Alum finds it’s never too late for surprising new calling

Ellen Koneck '16 M.A.R.

One morning over breakfast, already 11 years into his retirement, John Kelley opened the local paper of his small New England town and read the words: “Town Rescue Squad Needs Ambulance Driver.” Maybe if I were 30 or 40 years younger, Kelley thought to himself as he set the paper aside.

Kelley, of Shelburne, Vt., had already spent decades helping others. He graduated with a Bachelor of Divinity degree from YDS—the equivalent of today’s M.Div.—in 1962 and had worked as a church pastor and the dean of a college and in social services for children and adults. He retired at 61 to spend more time with his wife, help take care of his grandchildren, and volunteer with the Special Olympics.

John Kelley '62 B.D.“The article kept haunting me,” Kelley remembers—and so a few days after seeing it, at the age of 72, he picked up the phone and volunteered to be a driver for the EMT/rescue squad.
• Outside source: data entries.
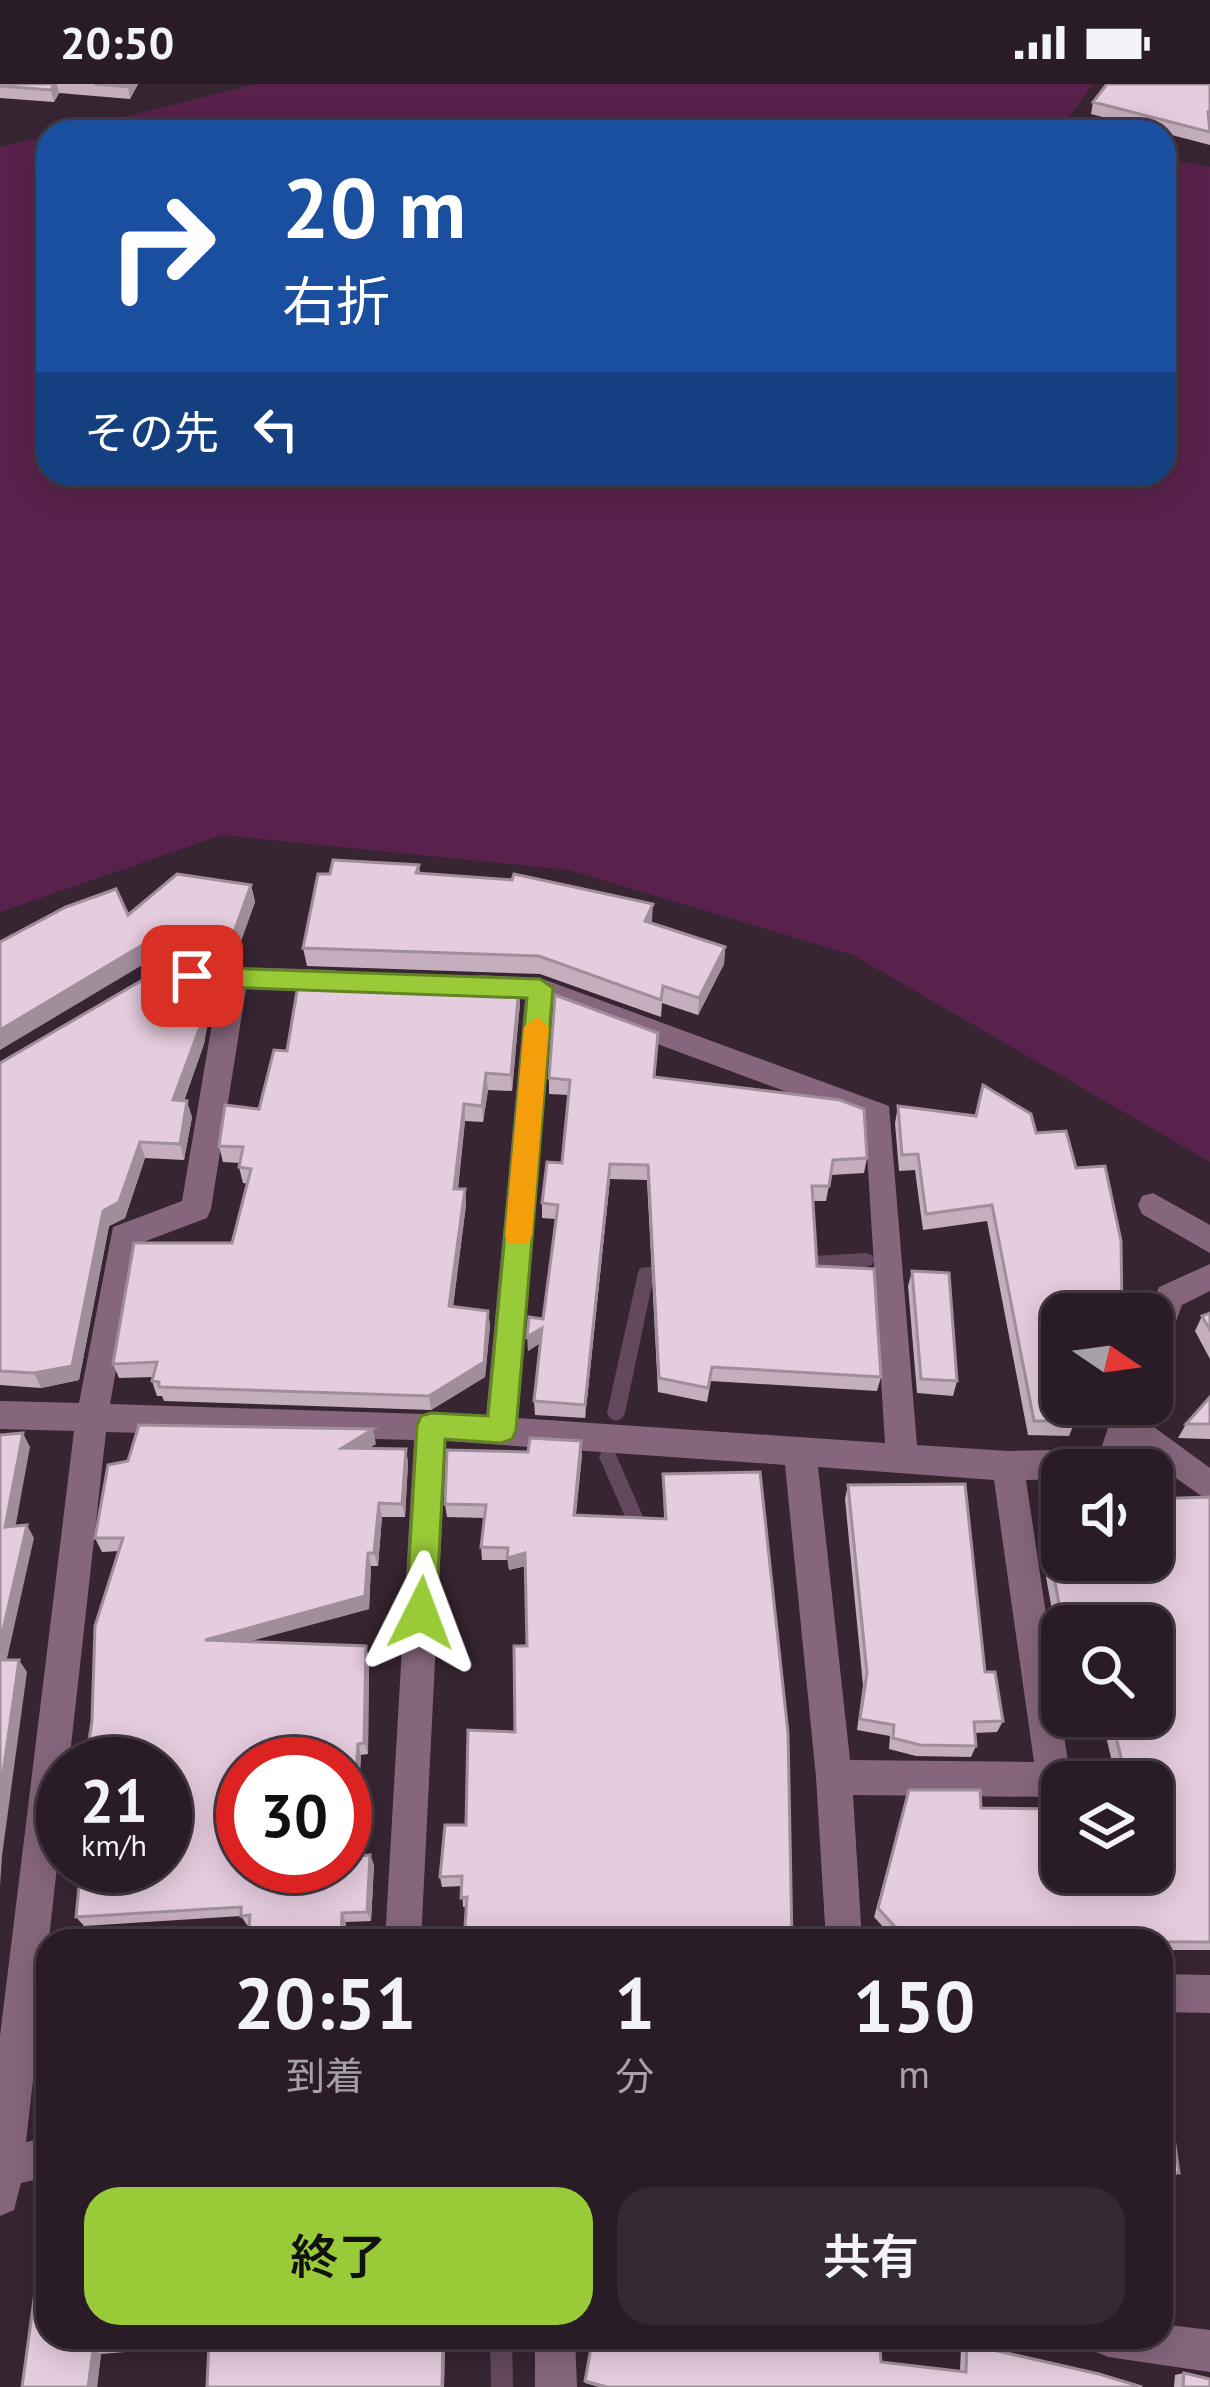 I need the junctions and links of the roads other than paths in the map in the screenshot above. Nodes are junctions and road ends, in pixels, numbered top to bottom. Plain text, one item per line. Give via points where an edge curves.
1 (234, 977) junction
2 (375, 982) edge
3 (446, 985) edge
4 (132, 987) edge
5 (540, 988) junction
6 (1153, 1205) dead end
7 (1210, 1240) edge
8 (1210, 1277) edge
9 (1173, 1295) edge
10 (0, 1415) edge
11 (92, 1417) junction
12 (1125, 1425) edge
13 (1141, 1425) edge
14 (431, 1426) junction
15 (501, 1430) junction
16 (800, 1451) junction
17 (902, 1459) junction
18 (1008, 1466) junction
19 (1210, 1486) edge
20 (834, 1777) junction
21 (404, 1929) edge
22 (843, 1929) edge
23 (1173, 1993) edge
24 (1210, 1994) edge
25 (9, 2045) edge
26 (36, 2164) edge
27 (2, 2182) edge
28 (1173, 2346) edge
29 (555, 2349) edge
30 (1210, 2351) edge
31 (556, 2387) edge

1 - 2 street
1 - 4 street via 151,976
1 - 11 street via 196,1209 124,1236
3 - 5 street
5 - 15 street
5 - 17 street via 879,1114
6 - 7 street
8 - 9 street
10 - 11 street
11 - 14 street
11 - 25 street
12 - 18 street via 1112,1463
13 - 19 street
14 - 15 street
14 - 21 street
15 - 16 street
16 - 17 street
16 - 20 street
17 - 18 street
18 - 20 street via 1054,1780
20 - 22 street
23 - 24 street
25 - 27 street
26 - 27 street
28 - 30 street
29 - 31 street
After checking with both the town attorney and the squad’s insurance company, neither of which had an age limitation, the town asked Kelley to come for an interview. “I went in, riding my bike there so the Chief would know I wasn’t totally senile,” he explains playfully. After a long conversation, a tour of the facility, and a brief application, Kelley was offered the position.

Six years after reading the paper that fateful morning, Kelley, now 78, is still an active member of the rescue squad. He is the membership chair, “which means I get to know every person as they come onto the squad, and shepherd them through the initial phase of entry into the team.” Most of the volunteers on the rescue squad are in their mid-twenties—some as young as their late teens—making Kelley more than 50 years their elder. He sees this as an opportunity and a rare privilege. “I find myself continually giving thanks that I am blessed with the kind of health that enables me to do this work and learn from this crew.”

His role as membership chair is an addition to the work he originally signed up for: driving the ambulance. “As a driver, my primary role is to ensure safety: the safety of the crew members, the patients, and the people on the road around us. Because of the things the crew in the back of the ambulance are required to do while transporting patients, they often can’t wear seatbelts and are frequently standing up.” In an emergency situation, rapid stops or sharp turns—Kelley’s driving, in other words—can mean life or death for the person in crisis and the crew.

This, to Kelley, is a key to the Christian life: understanding and internalizing the importance of one person.

Kelley reflects, “When I read the gospels, I find this to be a major theme. There were all kinds of issues going around in Christ’s day, just as in ours—including the Roman occupation—but Jesus still had time for one individual in need at a time.” He healed one person at a time.

Given the way our society stresses immediate gratification, mass communication, and a perpetual fast pace, it’s hard to remember the impact of one individual in the world. Inspired by Wesley Avram’s article in the Fall 2015 issue of Reflections, Kelley focuses on the one corner he is called to serve. “Sure, we’d like to have an impact on the whole vineyard, or at least a major portion of it,” Kelley says, “but the place where our actions are most likely to make a difference is that corner we have the capacity to tend.”

This is how he sees his work with the rescue squad. “When we’re toned out on a 911 call (and this year we’ve had 950 such calls), for us, that one individual in a crisis becomes all-important.”

He may be only one person, but Kelley understands that for each patient, his presence makes a real difference. “Regardless of the time of day or night we go, we weave through traffic with lights and sirens on, knowing little more than that there is a person facing an emergency, and they are frightened. Our role is to get them the help they need, and to treat them with the utmost dignity and respect.” The 950 calls the rescue squad gets every year, are, for Kelley, 950 chances for personal service to someone in need.  

From what Kelley has witnessed in his decades of service, he believes “the work of the church is taking place more and more outside the walls of the traditional institutional church as we know it.” He believes, too, that the kinds of individual interactions he experiences through the rescue squad—meeting people where they are, communicating support, love, and dignity in every exchange—are the heart and future of the Christian church. “I heard long ago that the Christian mission is ‘to give and ask nothing in response, not even belief.’ The work of the squad closely mirrors that definition.” Full of local volunteers from all beliefs and backgrounds, the squad enacts the Christian mission to love thy neighbor in a way that traditional churches often neglect.

He credits YDS with giving him life-long tools for thinking about church in nontraditional ways. “Beyond the body of knowledge they gave me at YDS—which was vast—I was taught the need to be open to new ideas, to think through both sides of a question or issue, to thoroughly research topics, and to maximize the use of one’s time and talents. It was a place that allowed us to question our values and explore alternatives to traditional ways of living out our faith in the world.”

January 22, 2016
About the Author: 
Ellen B. Koneck is a second-year M.A.R. student interested in Roman Catholic theology. She has previously written for Commonweal and Whether.